If the value of file is 0, dlopen() shall provide a handle on a global symbol object. This object shall provide access to the symbols from an ordered set of objects consisting of the original program image file, together with any objects loaded at program start-up as specified by that process image file (for example, shared libraries), and the set of objects loaded using a dlopen() operation together with the RTLD_GLOBAL flag. As the latter set of objects can change during execution, the set identified by handle can also change dynamically.

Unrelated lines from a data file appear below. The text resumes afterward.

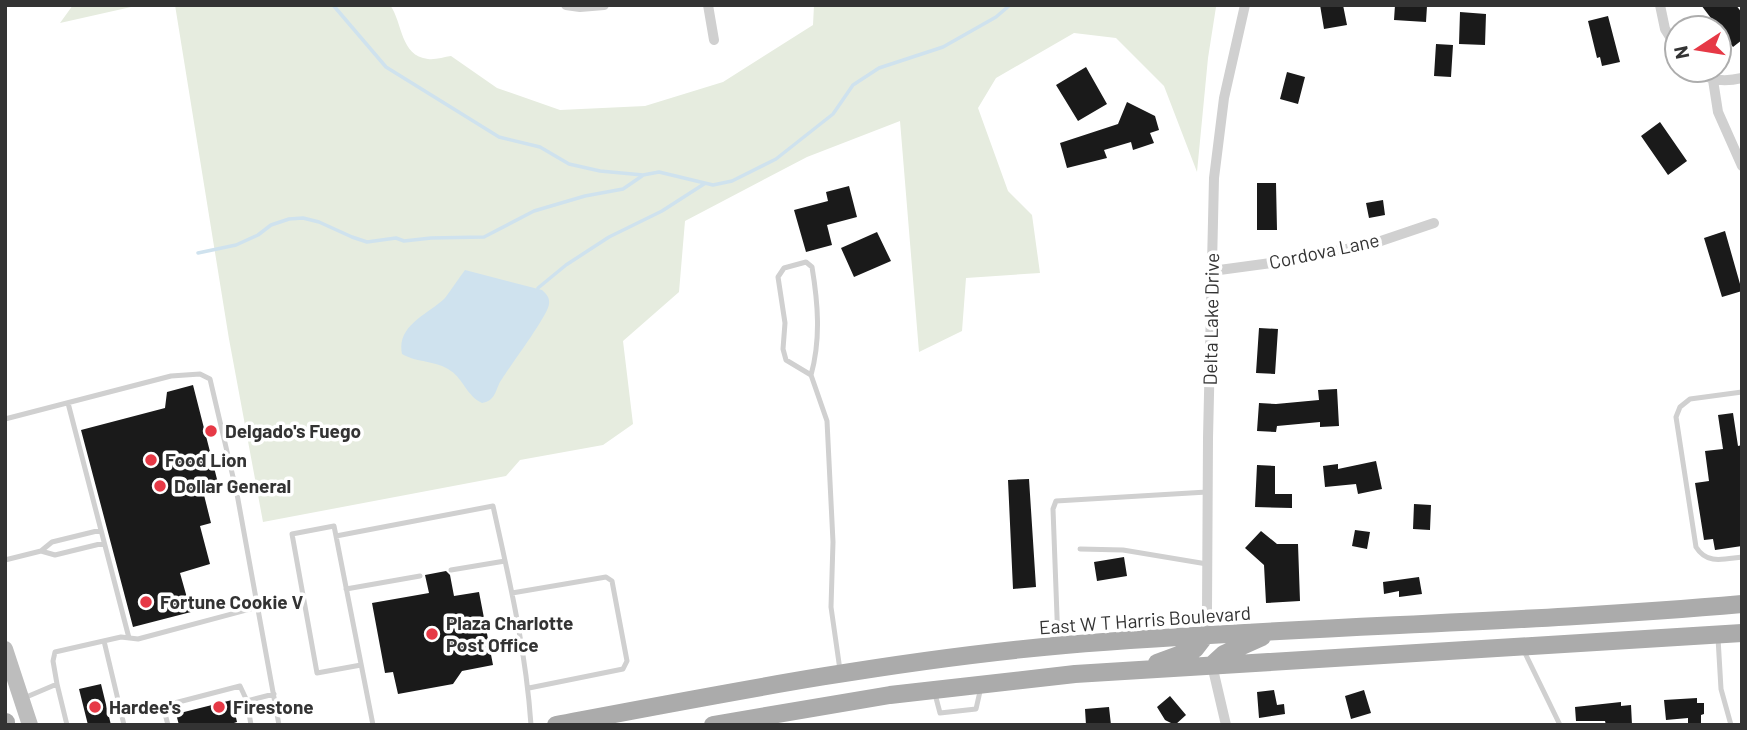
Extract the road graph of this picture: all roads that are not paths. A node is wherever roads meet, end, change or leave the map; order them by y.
1 (566, 5) edge
2 (604, 5) edge
3 (708, 5) edge
4 (1245, 5) edge
5 (714, 40) dead end
6 (1714, 84) edge
7 (1742, 166) edge
8 (1434, 223) dead end
9 (1212, 271) junction
10 (811, 375) junction
11 (1742, 392) edge
12 (68, 403) junction
13 (5, 419) edge
14 (1207, 492) junction
15 (101, 530) junction
16 (336, 536) junction
17 (104, 543) junction
18 (1080, 549) dead end
19 (41, 551) junction
20 (1742, 557) edge
21 (5, 560) edge
22 (505, 561) junction
23 (1207, 564) junction
24 (452, 570) dead end
25 (420, 576) dead end
26 (346, 589) junction
27 (512, 593) junction
28 (1742, 604) edge
29 (258, 607) junction
30 (1275, 632) junction
31 (1742, 633) edge
32 (1718, 635) junction
33 (1205, 636) junction
34 (129, 638) junction
35 (104, 641) junction
36 (1059, 646) junction
37 (1523, 648) junction
38 (5, 649) edge
39 (361, 665) junction
40 (1212, 665) junction
41 (1130, 671) junction
42 (841, 673) junction
43 (57, 684) junction
44 (528, 688) junction
45 (274, 694) junction
46 (22, 699) junction
47 (247, 701) junction
48 (30, 725) edge
49 (67, 725) edge
50 (124, 725) edge
51 (168, 725) edge
52 (251, 725) edge
53 (279, 725) edge
54 (373, 725) edge
55 (531, 725) edge
56 (556, 725) edge
57 (713, 725) edge
58 (1226, 725) edge
59 (1560, 725) edge
60 (1731, 725) edge

1 - 2 street
3 - 5 street
4 - 9 street, Delta Lake Drive
6 - 7 street
8 - 9 street, Cordova Lane
9 - 14 street, Delta Lake Drive
10 - 10 lane
10 - 42 lane
11 - 20 lane
12 - 13 lane
12 - 15 lane
12 - 29 lane
14 - 23 street, Delta Lake Drive
14 - 36 lane
15 - 17 lane
15 - 19 lane
16 - 22 lane
16 - 26 lane
16 - 39 lane
17 - 19 lane
17 - 34 lane
18 - 23 lane
19 - 21 lane
22 - 24 lane
22 - 27 lane
23 - 33 street, Delta Lake Drive
25 - 26 lane
26 - 39 lane
27 - 44 lane
27 - 44 lane
28 - 30 main road, East W T Harris Boulevard
29 - 34 lane
29 - 45 lane
30 - 33 main road, East W T Harris Boulevard
30 - 40 main road
31 - 32 main road
32 - 37 main road
32 - 60 lane
33 - 36 main road, East W T Harris Boulevard
33 - 41 main road
34 - 35 lane
35 - 43 lane
35 - 50 lane
36 - 42 main road, East W T Harris Boulevard
37 - 40 main road
37 - 59 lane
38 - 46 street
39 - 54 lane
40 - 41 main road
40 - 58 street
41 - 57 main road
42 - 56 main road, East W T Harris Boulevard
43 - 46 lane
43 - 49 lane
44 - 55 lane
45 - 47 lane
45 - 53 lane
46 - 48 street
47 - 51 lane
47 - 52 lane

glib assumes the posix variant, and we have a patch in pkgsrc to detect ours as broken.
>How-To-Repeat:
Try:

#include <err.h>
#include <dlfcn.h>
#include <stdio.h>

int main()
{
    void *handle;

    handle = dlopen ("libm.so", RTLD_GLOBAL | RTLD_LAZY);
    if (handle == NULL)
        errx(1, "dlopen of libm failed (%s)", dlerror());

    handle = dlopen (NULL, 0);
    if (handle == NULL)
        errx(1, "dlopen of global symbol object failed (%s)", dlerror());

    handle = dlsym (handle, "sin");
    if (handle == NULL)
        errx(1, "sin() not found in libm (%s)", dlerror());

    return 0;
}


$ ./dltest
dltest: sin() not found in libm (Undefined symbol "sin")

>Fix:

>Audit-Trail:
From: David Holland <dholland@eecs.harvard.edu>
To: gnats-bugs@netbsd.org
Cc: 
Subject: Re: lib/49791: dlopen(0, and dlopened libraries
Date: Fri, 27 Mar 2015 13:45:52 -0400

 RTLD_GLOBAL is a bug; don't use it :-)

 -- 
    - David A. Holland / dholland@eecs.harvard.edu

From: Joerg Sonnenberger <joerg@britannica.bec.de>
To: gnats-bugs@NetBSD.org
Cc: lib-bug-people@netbsd.org, gnats-admin@netbsd.org,
	netbsd-bugs@netbsd.org
Subject: Re: lib/49791: dlopen(0, and dlopened libraries
Date: Fri, 27 Mar 2015 18:47:11 +0100

 On Thu, Mar 26, 2015 at 11:45:00PM +0000, prlw1@cam.ac.uk wrote:
 > that our dlopen() does (cf dlfcn(3))
 > 
 >      If the first argument is NULL, dlopen() returns a handle on the global
 >      symbol object.  This object provides access to all symbols from an
 >      ordered set of objects consisting of the original program image and any
 >      dependencies loaded during startup.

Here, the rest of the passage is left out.